All of this caused Wired to claim that “WikiLeaks has officially lost the moral high ground.” The fact that the DNC documents appeared on WikiLeaks strongly suggest collusion with the Russian government and its own military-industrial complex. The article’s author, Emma Grey Ellis, wrote that it seems apparent that “a foreign government is trying to influence the US presidential election.” Ellis quotes University of Florida’s Levin College of Law’s Mark Fenster, as saying “WikiLeaks’ initial self-presentation was as merely a conduit, simply neutral, like any technology.” However, “the ideal of WikiLeaks as an information conduit that is stateless and can serve as a neutral technology isn’t working. States fight back.” To keep the “moral high ground,” WikiLeaks has to be “an honest conduit” of information, and right now its reputation is damaged.

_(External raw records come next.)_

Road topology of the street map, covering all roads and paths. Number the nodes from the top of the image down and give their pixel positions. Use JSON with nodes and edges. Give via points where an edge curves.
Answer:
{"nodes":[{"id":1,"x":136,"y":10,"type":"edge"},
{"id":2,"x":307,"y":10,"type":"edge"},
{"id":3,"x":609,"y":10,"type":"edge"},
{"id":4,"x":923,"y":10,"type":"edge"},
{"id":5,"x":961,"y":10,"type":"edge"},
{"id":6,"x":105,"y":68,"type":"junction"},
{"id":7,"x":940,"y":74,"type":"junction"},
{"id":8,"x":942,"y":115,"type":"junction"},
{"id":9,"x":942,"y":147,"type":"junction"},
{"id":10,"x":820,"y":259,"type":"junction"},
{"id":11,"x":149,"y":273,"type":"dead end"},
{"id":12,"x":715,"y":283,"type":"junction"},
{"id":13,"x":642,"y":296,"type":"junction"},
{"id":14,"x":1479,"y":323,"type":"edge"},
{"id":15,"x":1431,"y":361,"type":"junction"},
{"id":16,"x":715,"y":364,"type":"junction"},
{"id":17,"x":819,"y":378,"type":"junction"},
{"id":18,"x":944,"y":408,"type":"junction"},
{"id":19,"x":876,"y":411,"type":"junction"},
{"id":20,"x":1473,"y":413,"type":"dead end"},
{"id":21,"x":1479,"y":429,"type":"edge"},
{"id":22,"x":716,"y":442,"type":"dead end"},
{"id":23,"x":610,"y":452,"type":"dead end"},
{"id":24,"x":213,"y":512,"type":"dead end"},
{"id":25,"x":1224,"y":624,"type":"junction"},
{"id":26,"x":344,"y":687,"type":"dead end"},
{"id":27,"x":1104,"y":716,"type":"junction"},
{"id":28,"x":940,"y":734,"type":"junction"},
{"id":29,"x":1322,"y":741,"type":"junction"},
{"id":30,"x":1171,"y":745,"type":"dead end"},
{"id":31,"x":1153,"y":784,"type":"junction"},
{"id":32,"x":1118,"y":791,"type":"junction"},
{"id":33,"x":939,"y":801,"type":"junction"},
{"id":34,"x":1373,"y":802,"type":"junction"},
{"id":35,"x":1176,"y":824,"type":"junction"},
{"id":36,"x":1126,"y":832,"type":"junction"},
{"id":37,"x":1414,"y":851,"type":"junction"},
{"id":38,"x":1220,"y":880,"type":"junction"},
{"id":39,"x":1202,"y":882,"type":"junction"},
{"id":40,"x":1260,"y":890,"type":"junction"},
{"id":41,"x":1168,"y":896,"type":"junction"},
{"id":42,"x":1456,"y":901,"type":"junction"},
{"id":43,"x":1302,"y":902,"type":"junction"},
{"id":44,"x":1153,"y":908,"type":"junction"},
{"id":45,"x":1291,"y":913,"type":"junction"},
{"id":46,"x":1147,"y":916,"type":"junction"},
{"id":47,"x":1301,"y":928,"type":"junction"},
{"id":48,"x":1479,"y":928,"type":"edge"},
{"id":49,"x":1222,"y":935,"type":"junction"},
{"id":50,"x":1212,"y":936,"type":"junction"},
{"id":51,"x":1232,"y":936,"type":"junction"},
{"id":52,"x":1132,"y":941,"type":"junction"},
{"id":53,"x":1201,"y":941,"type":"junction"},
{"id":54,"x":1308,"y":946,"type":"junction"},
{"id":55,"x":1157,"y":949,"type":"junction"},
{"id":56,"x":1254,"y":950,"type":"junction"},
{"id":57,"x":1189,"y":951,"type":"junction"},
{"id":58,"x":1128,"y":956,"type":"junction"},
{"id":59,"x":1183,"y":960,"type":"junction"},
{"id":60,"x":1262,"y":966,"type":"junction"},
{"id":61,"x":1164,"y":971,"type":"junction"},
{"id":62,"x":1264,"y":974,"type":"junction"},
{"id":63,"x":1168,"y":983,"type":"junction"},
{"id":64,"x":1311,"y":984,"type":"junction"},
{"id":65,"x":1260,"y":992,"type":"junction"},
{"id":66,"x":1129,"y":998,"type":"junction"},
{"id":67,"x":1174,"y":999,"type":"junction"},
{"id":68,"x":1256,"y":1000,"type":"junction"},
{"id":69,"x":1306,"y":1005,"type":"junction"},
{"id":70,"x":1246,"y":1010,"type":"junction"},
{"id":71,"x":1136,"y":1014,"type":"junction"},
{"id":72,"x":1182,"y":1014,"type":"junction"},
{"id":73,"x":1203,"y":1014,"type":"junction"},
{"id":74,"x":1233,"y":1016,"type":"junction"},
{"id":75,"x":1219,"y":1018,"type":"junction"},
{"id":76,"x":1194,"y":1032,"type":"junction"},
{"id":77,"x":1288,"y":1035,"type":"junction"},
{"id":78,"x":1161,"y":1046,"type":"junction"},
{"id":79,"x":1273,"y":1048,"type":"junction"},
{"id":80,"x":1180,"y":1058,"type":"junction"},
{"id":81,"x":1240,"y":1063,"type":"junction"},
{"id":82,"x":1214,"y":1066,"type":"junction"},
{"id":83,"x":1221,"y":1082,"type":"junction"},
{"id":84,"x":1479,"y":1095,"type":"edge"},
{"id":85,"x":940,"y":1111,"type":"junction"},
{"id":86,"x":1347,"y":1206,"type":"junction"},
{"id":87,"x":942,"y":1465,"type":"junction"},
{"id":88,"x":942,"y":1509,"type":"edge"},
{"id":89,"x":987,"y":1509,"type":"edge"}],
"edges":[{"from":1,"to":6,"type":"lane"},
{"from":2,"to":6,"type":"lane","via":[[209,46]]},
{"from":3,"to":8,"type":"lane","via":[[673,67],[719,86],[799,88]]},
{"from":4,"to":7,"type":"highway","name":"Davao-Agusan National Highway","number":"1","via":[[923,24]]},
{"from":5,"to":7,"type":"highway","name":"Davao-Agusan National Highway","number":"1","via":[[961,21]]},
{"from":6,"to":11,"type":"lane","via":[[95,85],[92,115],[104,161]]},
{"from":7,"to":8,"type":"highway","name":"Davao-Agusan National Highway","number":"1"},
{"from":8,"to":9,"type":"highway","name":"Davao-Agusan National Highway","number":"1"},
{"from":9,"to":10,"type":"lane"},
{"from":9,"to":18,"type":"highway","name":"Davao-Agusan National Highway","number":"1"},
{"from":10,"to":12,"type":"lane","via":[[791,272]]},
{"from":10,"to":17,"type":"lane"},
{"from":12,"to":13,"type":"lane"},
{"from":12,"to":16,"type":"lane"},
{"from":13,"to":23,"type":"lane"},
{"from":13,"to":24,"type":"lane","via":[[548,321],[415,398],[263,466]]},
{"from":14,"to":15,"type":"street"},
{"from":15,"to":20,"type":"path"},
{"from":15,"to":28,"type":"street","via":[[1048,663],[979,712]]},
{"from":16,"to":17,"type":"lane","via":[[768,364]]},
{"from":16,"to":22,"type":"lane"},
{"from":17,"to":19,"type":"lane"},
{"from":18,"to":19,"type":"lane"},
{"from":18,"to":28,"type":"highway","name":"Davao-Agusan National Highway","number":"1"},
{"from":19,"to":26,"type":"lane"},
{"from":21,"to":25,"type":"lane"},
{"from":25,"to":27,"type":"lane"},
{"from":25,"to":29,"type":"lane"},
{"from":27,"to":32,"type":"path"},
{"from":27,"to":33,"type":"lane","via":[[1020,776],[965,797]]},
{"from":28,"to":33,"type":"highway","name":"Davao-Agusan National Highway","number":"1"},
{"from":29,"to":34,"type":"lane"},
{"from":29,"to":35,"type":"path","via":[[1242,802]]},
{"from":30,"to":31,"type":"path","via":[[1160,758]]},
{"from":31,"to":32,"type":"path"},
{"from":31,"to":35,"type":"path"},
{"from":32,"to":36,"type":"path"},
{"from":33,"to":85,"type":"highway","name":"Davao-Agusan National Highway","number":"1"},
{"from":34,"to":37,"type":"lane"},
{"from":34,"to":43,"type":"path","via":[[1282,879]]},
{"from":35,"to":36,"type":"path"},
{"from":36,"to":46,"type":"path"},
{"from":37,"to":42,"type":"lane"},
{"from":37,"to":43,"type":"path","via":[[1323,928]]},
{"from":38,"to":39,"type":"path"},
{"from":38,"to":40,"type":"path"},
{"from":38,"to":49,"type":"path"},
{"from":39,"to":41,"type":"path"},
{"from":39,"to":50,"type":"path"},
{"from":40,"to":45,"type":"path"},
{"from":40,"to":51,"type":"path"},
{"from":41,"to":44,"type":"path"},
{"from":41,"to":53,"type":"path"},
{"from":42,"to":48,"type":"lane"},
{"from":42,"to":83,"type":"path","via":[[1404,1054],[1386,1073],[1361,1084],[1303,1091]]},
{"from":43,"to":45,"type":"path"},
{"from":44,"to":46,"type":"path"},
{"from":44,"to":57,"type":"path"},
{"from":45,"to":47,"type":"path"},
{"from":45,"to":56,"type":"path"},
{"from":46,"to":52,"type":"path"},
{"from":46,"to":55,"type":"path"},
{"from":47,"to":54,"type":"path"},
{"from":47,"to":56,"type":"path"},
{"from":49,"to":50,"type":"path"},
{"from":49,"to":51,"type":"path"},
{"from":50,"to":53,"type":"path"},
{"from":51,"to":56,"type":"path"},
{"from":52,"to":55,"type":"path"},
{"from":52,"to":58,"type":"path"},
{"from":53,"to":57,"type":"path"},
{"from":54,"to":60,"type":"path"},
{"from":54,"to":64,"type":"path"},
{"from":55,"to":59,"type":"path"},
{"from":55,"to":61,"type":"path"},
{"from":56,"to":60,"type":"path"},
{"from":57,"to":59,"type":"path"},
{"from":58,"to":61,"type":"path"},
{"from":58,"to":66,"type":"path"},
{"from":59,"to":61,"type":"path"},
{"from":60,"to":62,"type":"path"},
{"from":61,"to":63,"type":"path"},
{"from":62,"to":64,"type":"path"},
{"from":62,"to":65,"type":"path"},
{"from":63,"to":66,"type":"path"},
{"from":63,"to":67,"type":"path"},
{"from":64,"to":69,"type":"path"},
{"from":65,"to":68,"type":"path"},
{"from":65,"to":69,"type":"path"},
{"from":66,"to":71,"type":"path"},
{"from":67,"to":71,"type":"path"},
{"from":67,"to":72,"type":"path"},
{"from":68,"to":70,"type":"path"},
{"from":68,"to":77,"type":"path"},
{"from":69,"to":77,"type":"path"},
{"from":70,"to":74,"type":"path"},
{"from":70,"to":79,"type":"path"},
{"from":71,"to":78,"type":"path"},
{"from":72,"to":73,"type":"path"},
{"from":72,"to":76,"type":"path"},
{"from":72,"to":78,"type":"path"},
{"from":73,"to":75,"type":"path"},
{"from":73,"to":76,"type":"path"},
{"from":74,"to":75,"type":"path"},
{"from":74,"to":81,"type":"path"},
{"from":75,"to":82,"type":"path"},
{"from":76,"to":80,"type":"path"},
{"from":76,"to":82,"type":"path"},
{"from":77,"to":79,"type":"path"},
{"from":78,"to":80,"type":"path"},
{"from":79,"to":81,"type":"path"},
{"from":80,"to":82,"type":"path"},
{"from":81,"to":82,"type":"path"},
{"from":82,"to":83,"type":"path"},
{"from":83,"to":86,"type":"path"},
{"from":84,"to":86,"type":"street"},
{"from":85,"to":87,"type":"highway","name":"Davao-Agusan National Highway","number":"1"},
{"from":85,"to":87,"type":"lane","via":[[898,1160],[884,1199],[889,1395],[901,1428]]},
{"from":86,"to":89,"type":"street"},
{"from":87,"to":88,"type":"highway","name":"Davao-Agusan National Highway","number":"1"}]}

Now, Assange promises that WikiLeaks has a lot more material that will come out soon and that it would “add further controversy” to the 2016 Presidential election. Assange refuses to confirm or deny whether Russia was the source of WikiLeaks’ information. Instead, he claims that the Clinton campaign is attempting to sway “the public’s attention on the ‘Russian trail’ as a means to avoid addressing” their plot “against Democratic candidate Bernie Sanders.” Nonetheless, “the FBI suspects that Russian government hackers breached the networks” of the DNC “to influence the presidential election in favor of Donald Trump.”
Finally, regardless of Trump’s continued praise of Vladimir Putin, the Kremlin’s Dmitry Peskov stated that Russia did not hack the DNC and that this accusation is “absurd.” Nevertheless, fueling this possible conspiracy, Roger Stone, the provocative political consultant of the Trump campaign, says that he has been in communication with Assange and that WikiLeaks’ “October surprise” for the Clinton campaign could be one of any number of things. Perhaps the contents of these revelations will shed more light upon Assange’s actual journalistic ambitions.